(Task directions): Transcribe all data verbatim. Skip the pictures.

---------- Information supplied

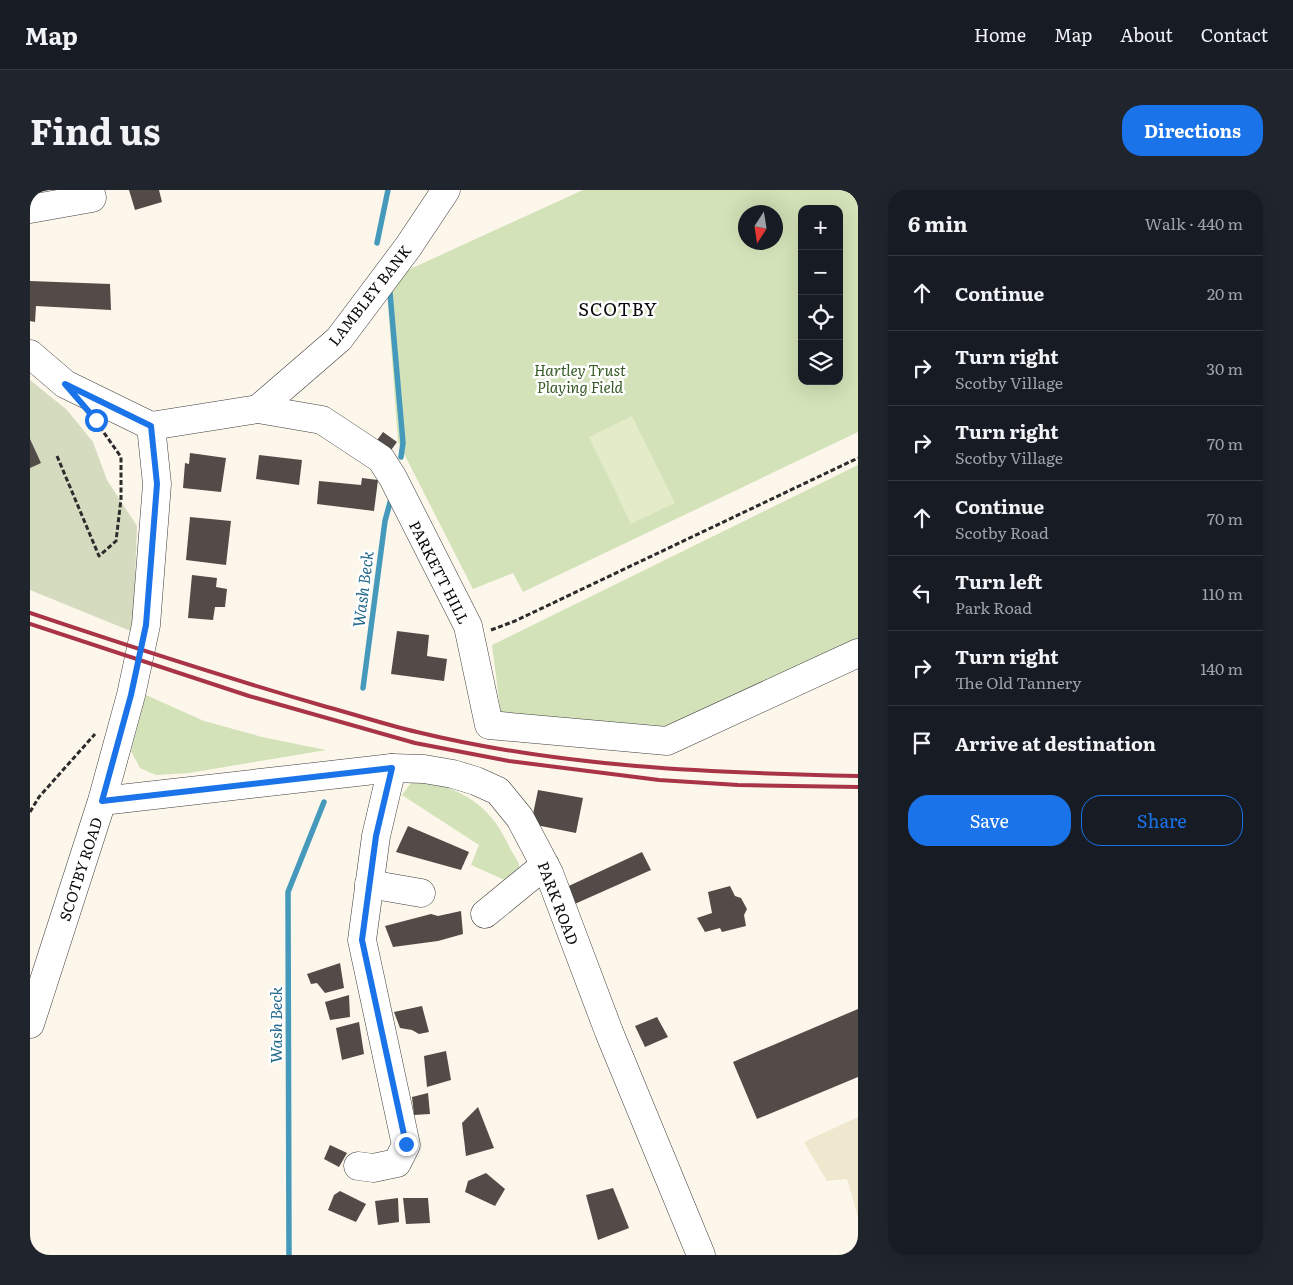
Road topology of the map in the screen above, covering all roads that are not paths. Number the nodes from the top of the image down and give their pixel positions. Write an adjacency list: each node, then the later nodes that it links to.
1 (90, 190): 3 (street)
2 (446, 190): 5 (street, LAMBLEY BANK)
3 (41, 202)
4 (30, 354): 6 (street)
5 (258, 409): 6 (street, PARKETT HILL); 7 (street, PARKETT HILL)
6 (151, 426): 9 (street, SCOTBY ROAD)
7 (858, 653)
8 (392, 768): 9 (street, PARK ROAD); 10 (street, PARK ROAD); 11 (street)
9 (102, 801): 14 (street, SCOTBY ROAD)
10 (545, 866): 13 (street); 16 (street, PARK ROAD)
11 (369, 884): 12 (street); 15 (street)
12 (421, 893)
13 (485, 914)
14 (30, 1024)
15 (358, 1166)
16 (701, 1255)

--------------------

(Result for this exercise):
Road topology of the map in the screen above, covering all roads that are not paths. Number the nodes from the top of the image down and give their pixel positions. Write an adjacency list: each node, then the later nodes that it links to.
1 (90, 190): 3 (street)
2 (446, 190): 5 (street, LAMBLEY BANK)
3 (41, 202)
4 (30, 354): 6 (street)
5 (258, 409): 6 (street, PARKETT HILL); 7 (street, PARKETT HILL)
6 (151, 426): 9 (street, SCOTBY ROAD)
7 (858, 653)
8 (392, 768): 9 (street, PARK ROAD); 10 (street, PARK ROAD); 11 (street)
9 (102, 801): 14 (street, SCOTBY ROAD)
10 (545, 866): 13 (street); 16 (street, PARK ROAD)
11 (369, 884): 12 (street); 15 (street)
12 (421, 893)
13 (485, 914)
14 (30, 1024)
15 (358, 1166)
16 (701, 1255)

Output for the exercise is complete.